#### Source material ####
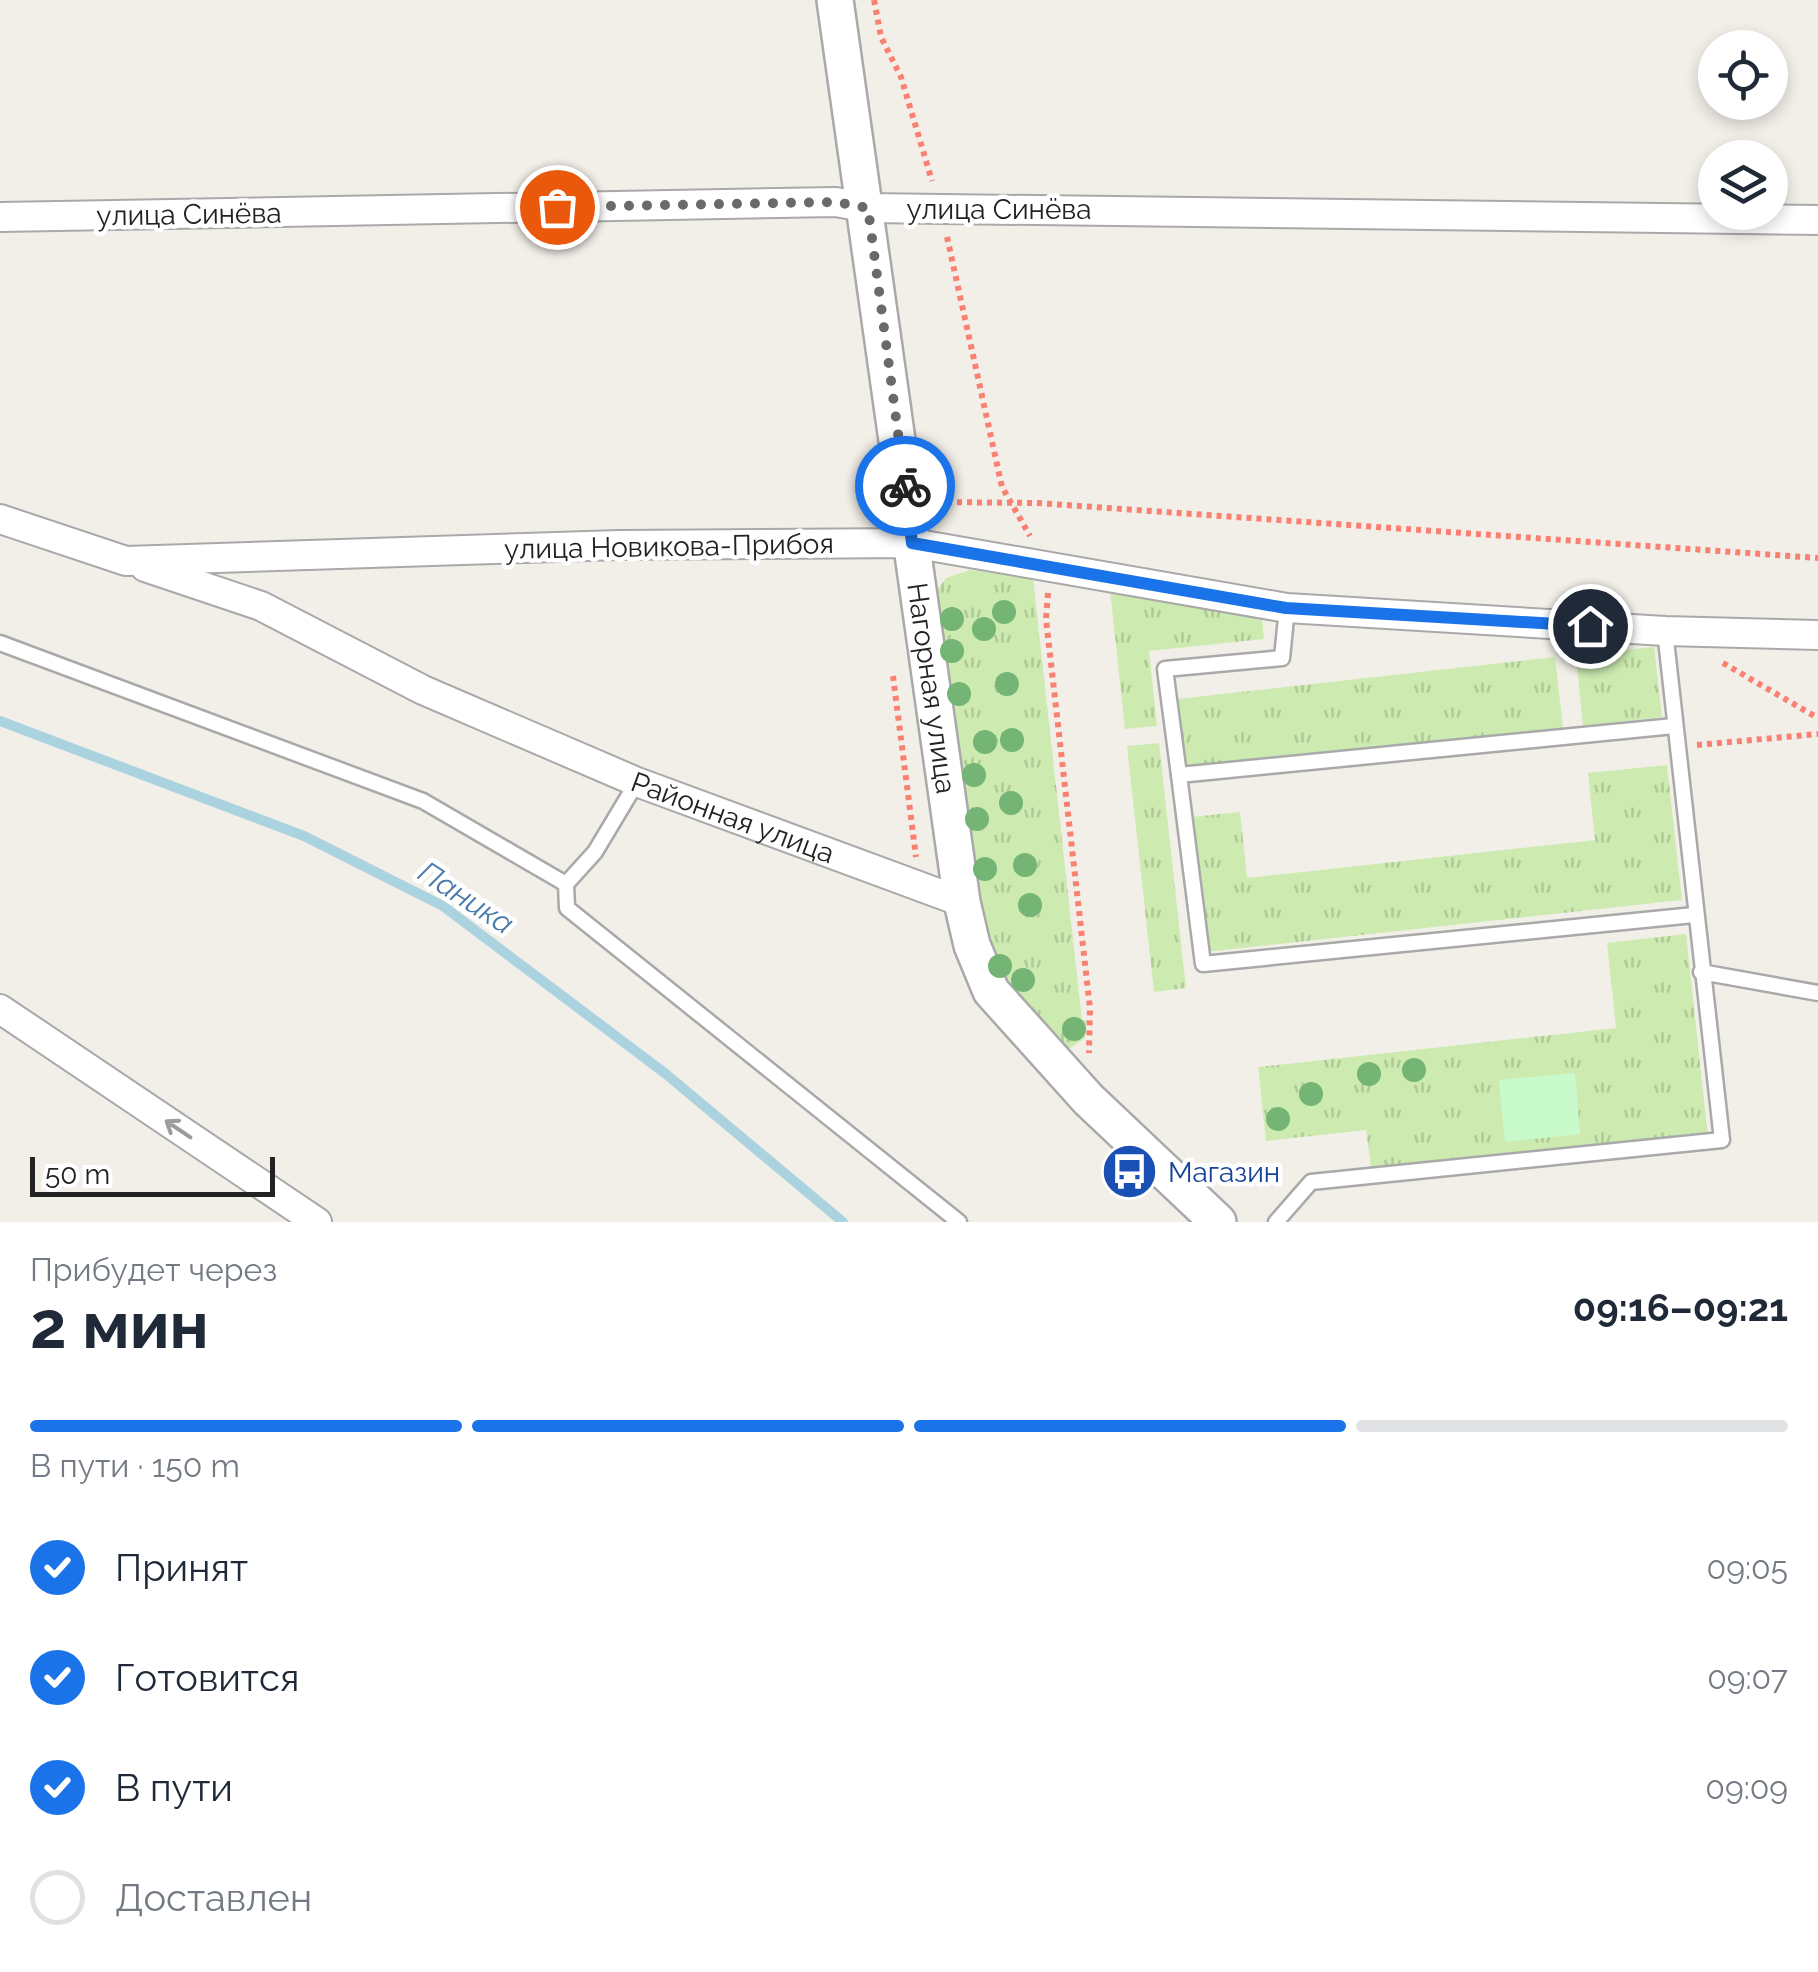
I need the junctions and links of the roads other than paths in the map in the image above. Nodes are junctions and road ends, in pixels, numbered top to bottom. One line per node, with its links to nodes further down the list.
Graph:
1 (835, 0): 2 (street, Нагорная улица)
2 (868, 208): 3 (street, улица Синёва); 4 (street, улица Синёва); 6 (street, Нагорная улица)
3 (0, 217)
4 (1818, 220)
5 (0, 519): 7 (street, улица Новикова-Прибоя)
6 (912, 543): 7 (street, улица Новикова-Прибоя); 8 (street, улица Новикова-Прибоя); 16 (street, Нагорная улица)
7 (126, 560): 14 (street, Районная улица)
8 (1286, 608): 9 (street, улица Новикова-Прибоя); 13 (lane)
9 (1665, 631): 10 (street, улица Новикова-Прибоя); 12 (lane)
10 (1818, 635)
11 (0, 643): 15 (lane)
12 (1674, 726): 13 (lane); 17 (lane)
13 (1179, 775): 17 (lane)
14 (638, 782): 15 (lane); 16 (street, Районная улица)
15 (566, 884): 22 (lane)
16 (962, 902): 23 (street)
17 (1694, 915): 18 (lane)
18 (1701, 972): 19 (lane); 24 (lane)
19 (1818, 993)
20 (0, 1009): 21 (street, one-way to 20)
21 (317, 1222)
22 (959, 1222)
23 (1218, 1222)
24 (1276, 1222)

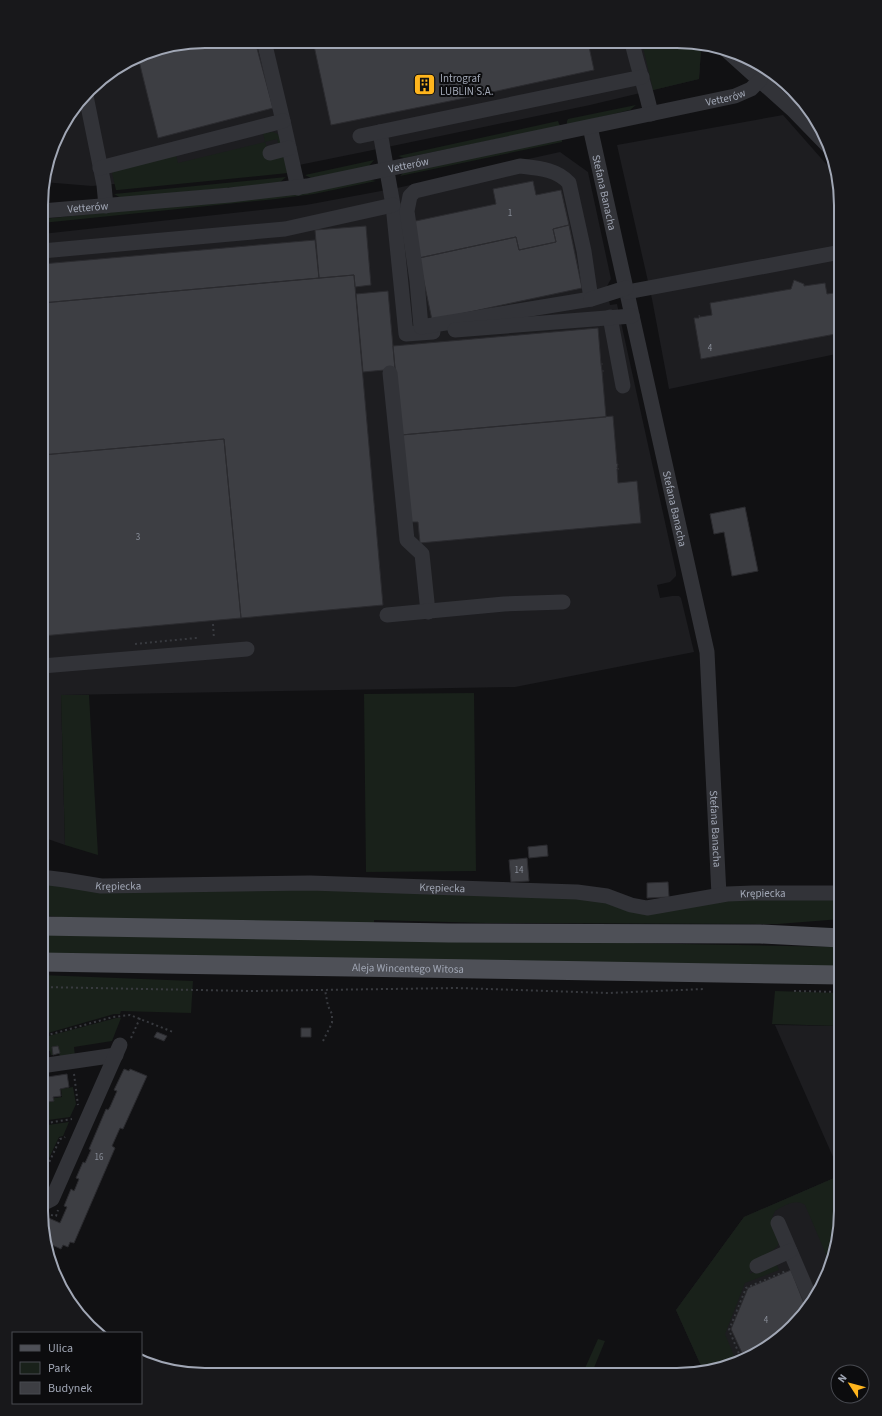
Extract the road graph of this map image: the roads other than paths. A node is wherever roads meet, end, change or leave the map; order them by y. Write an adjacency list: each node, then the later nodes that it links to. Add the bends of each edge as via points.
####
→ Work instruction: Copy out the lines above with "links" in them.

→ Exercise answer:
I need the junctions and links of the roads other than paths in the map in the image above. Nodes are junctions and road ends, in pixels, numbered top to bottom. One line per node, with its links to nodes further down the list.
Extract the road graph of this map image: the roads other than paths. A node is wherever roads meet, end, change or leave the map; order them by y. Write an adjacency list: each node, then the later nodes that it links to. Add the bends of each edge as via points.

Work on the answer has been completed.